- [TASK DETAILS] Every line of the data below must be output exactly, with images left out.

- [SOURCE DATA]
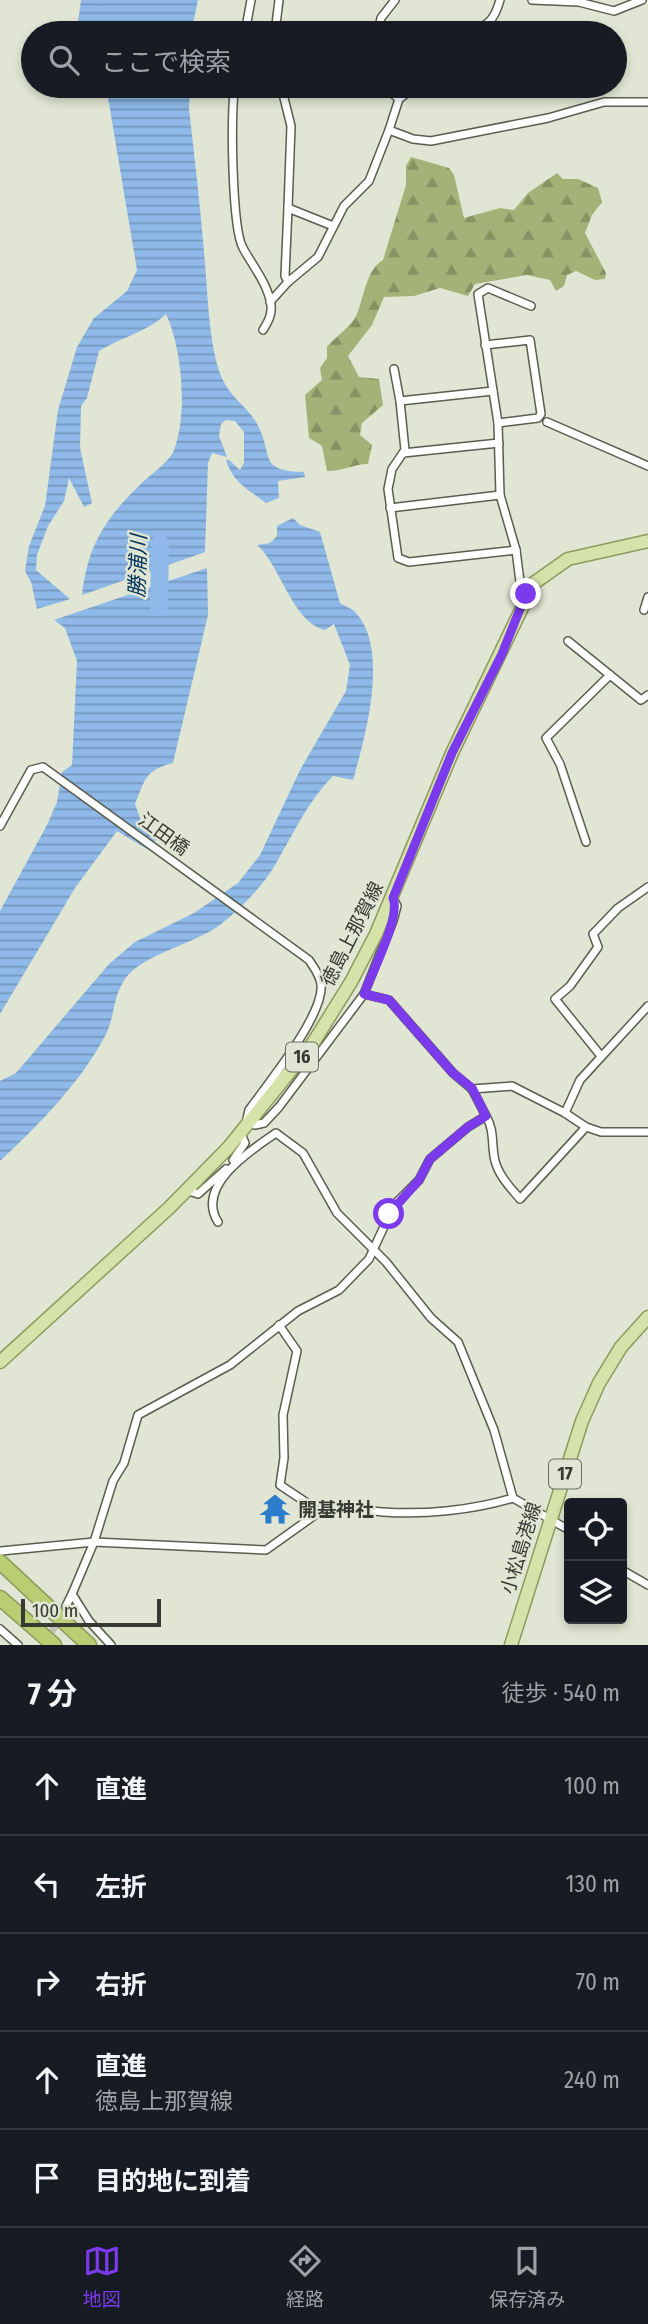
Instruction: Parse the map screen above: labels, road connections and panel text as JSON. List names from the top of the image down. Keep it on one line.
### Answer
{"streets":{"main road":["徳島上那賀線","16","17","小松島港線"],"street":["江田橋"]},"crossings":[["江田橋","徳島上那賀線"]],"water":["勝浦川"],"places":{"temple":["開基神社"]},"scale_bar":"100 m","page":{"search":"ここで検索","scale":"100 m","heading":["7 分","徒歩 · 540 m"],"list":[["直進","100 m"],["左折","130 m"],["右折","70 m"],["直進","徳島上那賀線","240 m"],"目的地に到着"],"nav":["地図","経路","保存済み"]}}
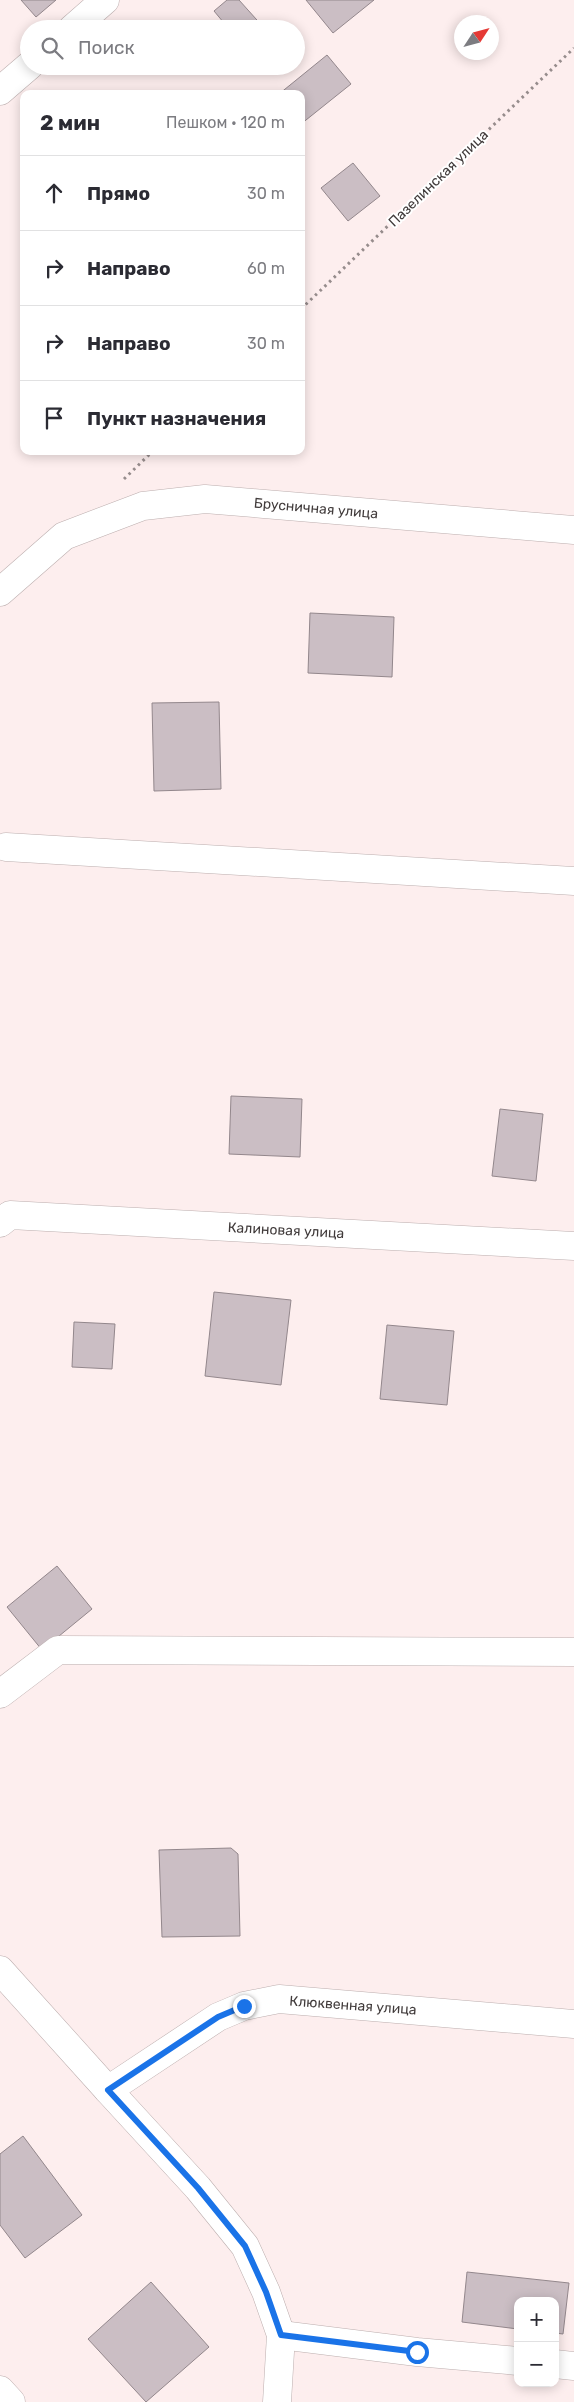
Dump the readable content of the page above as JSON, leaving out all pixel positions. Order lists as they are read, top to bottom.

- [EXERCISE SOLUTION]
Instruction: Parse the map screen above: labels, road connections and panel text as JSON. List names from the top of the image down. Keep it on one line.
### Answer
{"streets":{"main road":["徳島上那賀線","16","17","小松島港線"],"street":["江田橋"]},"crossings":[["江田橋","徳島上那賀線"]],"water":["勝浦川"],"places":{"temple":["開基神社"]},"scale_bar":"100 m","page":{"search":"ここで検索","scale":"100 m","heading":["7 分","徒歩 · 540 m"],"list":[["直進","100 m"],["左折","130 m"],["右折","70 m"],["直進","徳島上那賀線","240 m"],"目的地に到着"],"nav":["地図","経路","保存済み"]}}
Dump the readable content of the page above as JSON, leaving out all pixel positions. Order lists as they are read, top to bottom.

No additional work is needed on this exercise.